[Data under study Boundary: Start]

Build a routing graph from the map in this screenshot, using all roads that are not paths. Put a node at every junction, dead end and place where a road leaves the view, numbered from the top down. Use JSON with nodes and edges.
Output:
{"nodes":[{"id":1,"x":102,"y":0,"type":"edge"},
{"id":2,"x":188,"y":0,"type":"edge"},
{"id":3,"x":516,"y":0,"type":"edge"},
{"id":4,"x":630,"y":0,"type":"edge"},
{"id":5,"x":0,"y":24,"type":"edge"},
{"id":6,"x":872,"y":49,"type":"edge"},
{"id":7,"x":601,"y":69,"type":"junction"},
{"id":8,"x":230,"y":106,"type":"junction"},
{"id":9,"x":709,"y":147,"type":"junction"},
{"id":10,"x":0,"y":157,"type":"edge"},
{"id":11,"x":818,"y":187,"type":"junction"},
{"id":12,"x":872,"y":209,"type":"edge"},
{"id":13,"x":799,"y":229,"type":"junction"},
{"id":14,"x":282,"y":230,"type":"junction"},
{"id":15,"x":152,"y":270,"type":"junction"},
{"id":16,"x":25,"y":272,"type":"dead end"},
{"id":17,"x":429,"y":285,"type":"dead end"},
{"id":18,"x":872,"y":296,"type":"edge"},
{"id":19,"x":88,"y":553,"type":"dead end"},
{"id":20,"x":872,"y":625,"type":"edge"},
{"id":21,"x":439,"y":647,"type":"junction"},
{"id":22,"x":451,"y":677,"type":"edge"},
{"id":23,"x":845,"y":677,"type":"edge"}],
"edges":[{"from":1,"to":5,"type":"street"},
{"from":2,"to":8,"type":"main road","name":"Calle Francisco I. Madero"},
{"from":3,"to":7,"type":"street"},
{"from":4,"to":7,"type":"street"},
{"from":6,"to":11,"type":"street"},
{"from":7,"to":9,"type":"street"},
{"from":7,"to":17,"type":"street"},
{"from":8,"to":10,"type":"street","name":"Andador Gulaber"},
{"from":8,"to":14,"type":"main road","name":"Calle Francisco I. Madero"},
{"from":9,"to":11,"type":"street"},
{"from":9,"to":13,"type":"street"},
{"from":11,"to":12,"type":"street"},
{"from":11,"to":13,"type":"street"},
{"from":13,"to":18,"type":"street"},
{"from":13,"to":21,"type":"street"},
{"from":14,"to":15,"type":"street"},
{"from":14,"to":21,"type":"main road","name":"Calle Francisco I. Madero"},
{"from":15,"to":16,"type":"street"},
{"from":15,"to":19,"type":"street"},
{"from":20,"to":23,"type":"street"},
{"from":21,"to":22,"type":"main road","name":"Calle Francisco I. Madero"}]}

[Data under study Boundary: End]
[Data under study Boundary: Start]

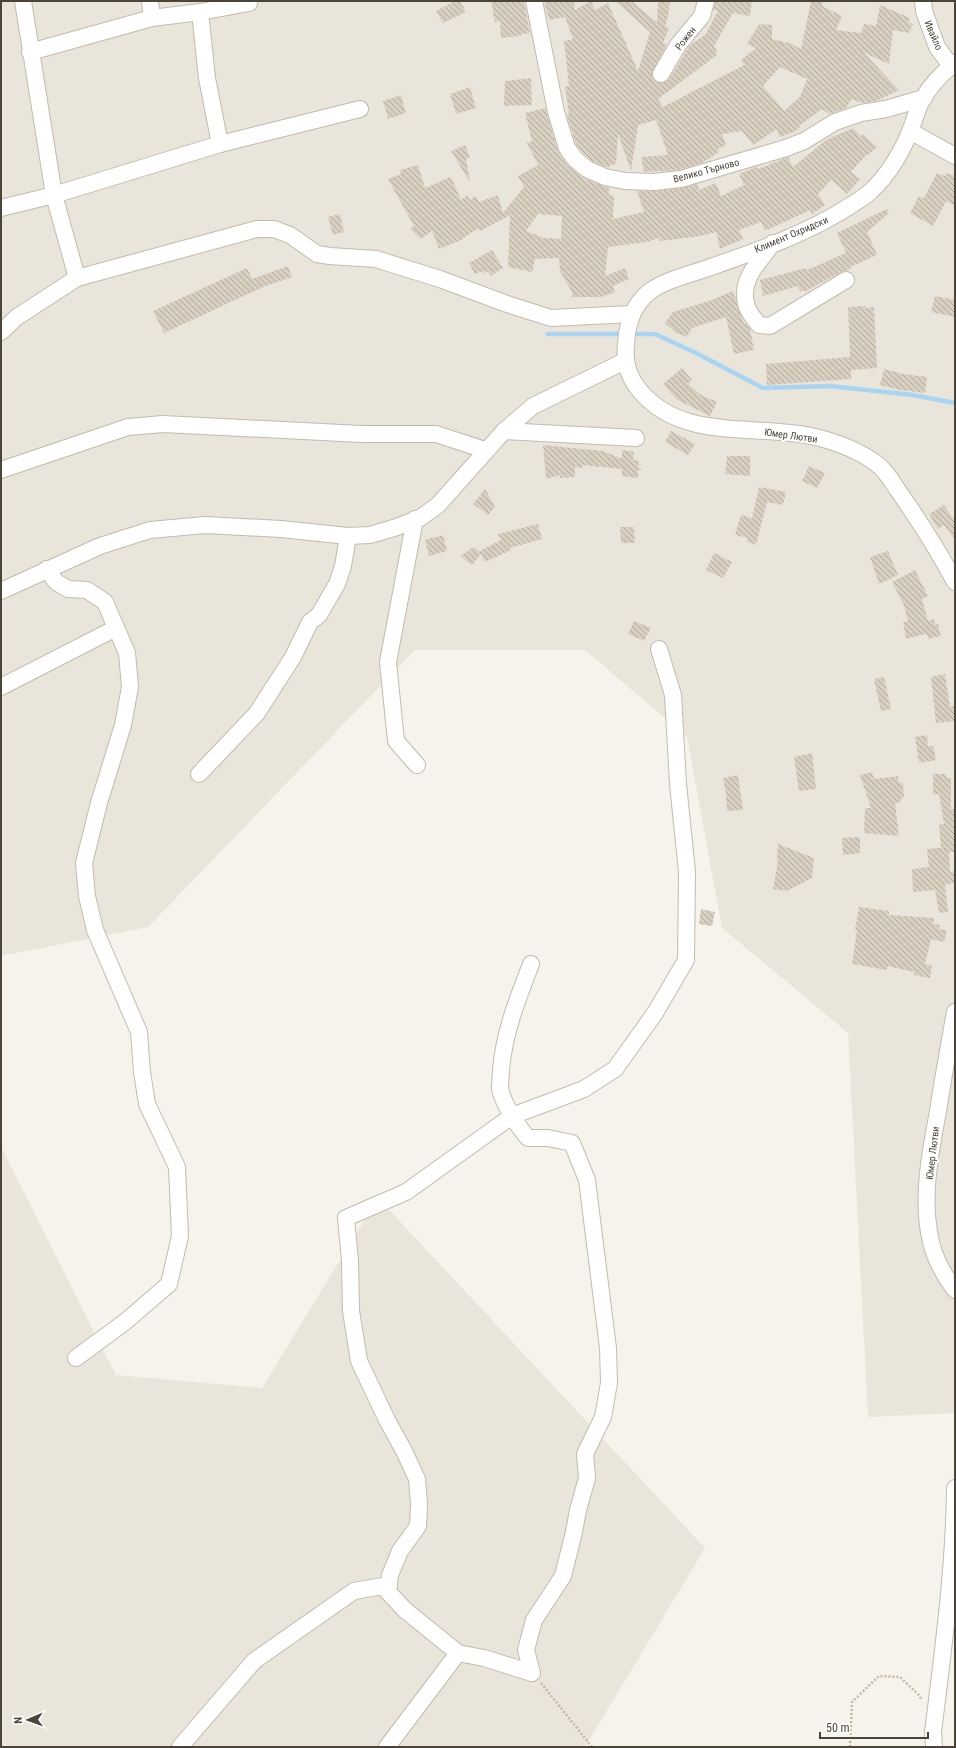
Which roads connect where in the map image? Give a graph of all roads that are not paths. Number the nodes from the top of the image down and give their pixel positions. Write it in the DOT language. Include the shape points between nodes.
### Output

[Data under study Boundary: End]

— Work instruction —
In the records above, find each line that holds the word "where"; copy all such lines.

— Answer space —
Build a routing graph from the map in this screenshot, using all roads that are not paths. Put a node at every junction, dead end and place where a road leaves the view, numbered from the top down. Use JSON with nodes and edges.
Which roads connect where in the map image? Give a graph of all roads that are not paths. Number the nodes from the top of the image down and give their pixel positions. Write it in the DOT language. Include the shape points between nodes.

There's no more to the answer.